Epic Games has been challenging the fee structures imposed by Apple and Google for in-app purchases.
The ruling could pave the way for Fortnite to return to the Australian market through the Epic Games Store. A Google spokesperson said in a statement that the company welcomes the court’s rejection of Epic’s demands to distribute app stores within the Google Play store and attacks on security protections. However, Google disagrees with the court’s characterization of its billing policies and practices.
Apple told ABC News that while it believes its app store remains the safest way for users to obtain apps, it disagreed with certain aspects of the court’s ruling. The legal battle continues, and it remains to be seen how these developments will impact the broader app store ecosystems and the rules governing them in other regions. Epic Games alleged that Apple’s control over in-app purchases, preventing users from downloading apps outside the app store and developers from running their own app store on iOS, was a misuse of market power.
The company also alleged Google harmed app developers and consumers in Australia by preventing choice over app distribution and in-app payments on Android devices. Apple’s iOS and App Store are completely closed and controlled by Apple. Similar rules apply on Google’s Android operating system for the Play Store, but Google also allows “side-loading” of apps and for phone manufacturers to have their own app stores.
Court rules on anti-competitive practices
Each company charges fees for transactions in their app stores. Google Play charges a 15% fee for the first US$1m earned by developers each year, increasing to 30% above that.
Apple developers pay a 15% fee if the revenue generated the previous year is lower than $1m, but pay 30% if they earn more than that. Justice Beach found that Apple had engaged in conduct likely to diminish competition over preventing side-loading of apps on iOS and by preventing developers from using alternative payment methods for digital purchases. For Google, it was found to breach the Competition and Consumer Act for the Google Play billing system and over Google’s Project Hug, which allegedly enticed developers to keep their apps in the Play Store.

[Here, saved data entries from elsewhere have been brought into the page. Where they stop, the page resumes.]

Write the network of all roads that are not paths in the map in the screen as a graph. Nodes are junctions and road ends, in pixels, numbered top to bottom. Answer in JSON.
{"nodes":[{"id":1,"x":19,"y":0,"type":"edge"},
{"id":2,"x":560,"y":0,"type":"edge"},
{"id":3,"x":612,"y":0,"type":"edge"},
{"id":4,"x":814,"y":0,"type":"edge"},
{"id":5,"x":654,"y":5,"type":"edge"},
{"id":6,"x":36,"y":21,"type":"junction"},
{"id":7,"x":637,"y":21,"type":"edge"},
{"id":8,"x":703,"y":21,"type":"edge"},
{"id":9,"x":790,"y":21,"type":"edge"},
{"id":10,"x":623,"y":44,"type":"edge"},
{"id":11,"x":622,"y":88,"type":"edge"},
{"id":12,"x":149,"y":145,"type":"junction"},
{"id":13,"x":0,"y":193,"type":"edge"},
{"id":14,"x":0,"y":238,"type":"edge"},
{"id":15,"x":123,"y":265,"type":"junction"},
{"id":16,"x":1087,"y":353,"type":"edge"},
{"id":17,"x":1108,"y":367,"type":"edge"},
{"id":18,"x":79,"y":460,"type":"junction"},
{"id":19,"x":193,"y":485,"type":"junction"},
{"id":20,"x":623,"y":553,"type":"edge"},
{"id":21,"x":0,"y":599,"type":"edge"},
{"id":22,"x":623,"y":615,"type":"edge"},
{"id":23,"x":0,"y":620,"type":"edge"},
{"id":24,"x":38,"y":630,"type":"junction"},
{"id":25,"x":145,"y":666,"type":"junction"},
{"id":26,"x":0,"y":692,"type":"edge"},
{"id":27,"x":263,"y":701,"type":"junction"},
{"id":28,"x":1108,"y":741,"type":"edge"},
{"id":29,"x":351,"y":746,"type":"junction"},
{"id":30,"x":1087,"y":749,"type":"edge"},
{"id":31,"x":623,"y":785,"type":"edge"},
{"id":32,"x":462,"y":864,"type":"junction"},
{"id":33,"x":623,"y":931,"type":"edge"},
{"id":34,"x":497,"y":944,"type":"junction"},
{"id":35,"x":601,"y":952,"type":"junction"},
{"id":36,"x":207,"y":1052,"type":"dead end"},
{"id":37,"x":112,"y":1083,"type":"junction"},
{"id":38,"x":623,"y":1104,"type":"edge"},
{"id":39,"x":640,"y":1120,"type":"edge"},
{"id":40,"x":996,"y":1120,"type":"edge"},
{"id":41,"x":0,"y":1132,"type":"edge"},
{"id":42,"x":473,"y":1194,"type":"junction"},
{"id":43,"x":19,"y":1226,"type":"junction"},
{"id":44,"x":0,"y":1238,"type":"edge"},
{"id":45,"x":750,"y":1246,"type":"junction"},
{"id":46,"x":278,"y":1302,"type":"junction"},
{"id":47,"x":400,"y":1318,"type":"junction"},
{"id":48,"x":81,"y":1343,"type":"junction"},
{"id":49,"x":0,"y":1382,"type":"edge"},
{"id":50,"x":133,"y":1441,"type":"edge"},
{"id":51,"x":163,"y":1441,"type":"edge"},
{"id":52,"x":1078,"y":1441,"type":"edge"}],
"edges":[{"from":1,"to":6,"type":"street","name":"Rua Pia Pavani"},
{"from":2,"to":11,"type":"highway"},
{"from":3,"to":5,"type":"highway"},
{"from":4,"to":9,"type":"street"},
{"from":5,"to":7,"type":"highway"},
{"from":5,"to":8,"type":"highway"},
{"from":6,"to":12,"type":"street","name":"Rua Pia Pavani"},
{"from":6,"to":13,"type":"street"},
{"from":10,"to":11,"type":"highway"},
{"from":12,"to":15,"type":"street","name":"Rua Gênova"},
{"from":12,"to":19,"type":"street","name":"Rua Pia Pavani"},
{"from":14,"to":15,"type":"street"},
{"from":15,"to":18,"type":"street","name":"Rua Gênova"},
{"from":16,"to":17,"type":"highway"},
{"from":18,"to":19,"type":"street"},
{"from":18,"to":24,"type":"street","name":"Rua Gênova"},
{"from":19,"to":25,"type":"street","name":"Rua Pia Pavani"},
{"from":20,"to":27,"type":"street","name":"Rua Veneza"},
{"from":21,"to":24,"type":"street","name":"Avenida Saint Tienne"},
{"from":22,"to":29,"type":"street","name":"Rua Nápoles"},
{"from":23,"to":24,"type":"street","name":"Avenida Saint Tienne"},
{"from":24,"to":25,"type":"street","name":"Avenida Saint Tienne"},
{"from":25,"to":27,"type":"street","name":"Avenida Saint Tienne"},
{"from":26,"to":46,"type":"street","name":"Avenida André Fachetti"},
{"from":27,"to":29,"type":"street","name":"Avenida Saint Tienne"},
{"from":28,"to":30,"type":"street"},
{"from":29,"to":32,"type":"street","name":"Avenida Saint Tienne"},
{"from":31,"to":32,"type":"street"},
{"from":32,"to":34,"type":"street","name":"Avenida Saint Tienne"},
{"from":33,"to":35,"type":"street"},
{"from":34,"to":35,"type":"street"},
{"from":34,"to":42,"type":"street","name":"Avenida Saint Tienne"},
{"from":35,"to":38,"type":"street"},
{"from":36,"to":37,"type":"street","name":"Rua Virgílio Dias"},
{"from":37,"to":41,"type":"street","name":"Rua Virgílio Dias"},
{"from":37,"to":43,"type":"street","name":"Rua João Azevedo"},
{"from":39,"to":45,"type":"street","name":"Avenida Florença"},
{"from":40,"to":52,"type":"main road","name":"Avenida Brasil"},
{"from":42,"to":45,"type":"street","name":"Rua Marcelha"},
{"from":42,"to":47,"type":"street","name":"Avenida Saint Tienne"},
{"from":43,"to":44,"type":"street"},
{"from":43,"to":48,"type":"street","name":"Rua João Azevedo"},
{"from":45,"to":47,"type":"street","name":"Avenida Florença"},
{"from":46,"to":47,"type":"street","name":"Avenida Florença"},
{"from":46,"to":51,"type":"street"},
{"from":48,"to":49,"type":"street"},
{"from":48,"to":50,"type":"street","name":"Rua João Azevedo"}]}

Epic Games stated that its app store and Fortnite would come to iOS in Australia, but noted there were over 2,000 pages of findings to fully understand the details. Google said the court recognised the “stark difference between Android’s open platform and Apple’s closed system” but disagreed with “the court’s characterisation of our billing policies and practices, as well as its findings regarding some of our historical partnerships.”
Apple said it disagreed with the court’s ruling on some of Epic’s claims and that it “faces fierce competition in every market where we operate.”
Any potential changes to the app stores and payment systems for Apple and Google in Australia are likely to be a long way off. The full judgment will be released with redactions at a later date.
Class action cases brought by app developers against Apple and Google, focusing on whether the companies had overcharged developers given their market dominance, were successful. The amount that developers would have otherwise been charged and the relief they will see will be determined at a later hearing. “This judgment is a turning point,” said Kimi Nishimura, principal at Maurice Blackburn Lawyers, the firm representing the app developers.
“It sends a clear message that even the most powerful corporations must play by the rules and respect the rights of consumers and developers alike.”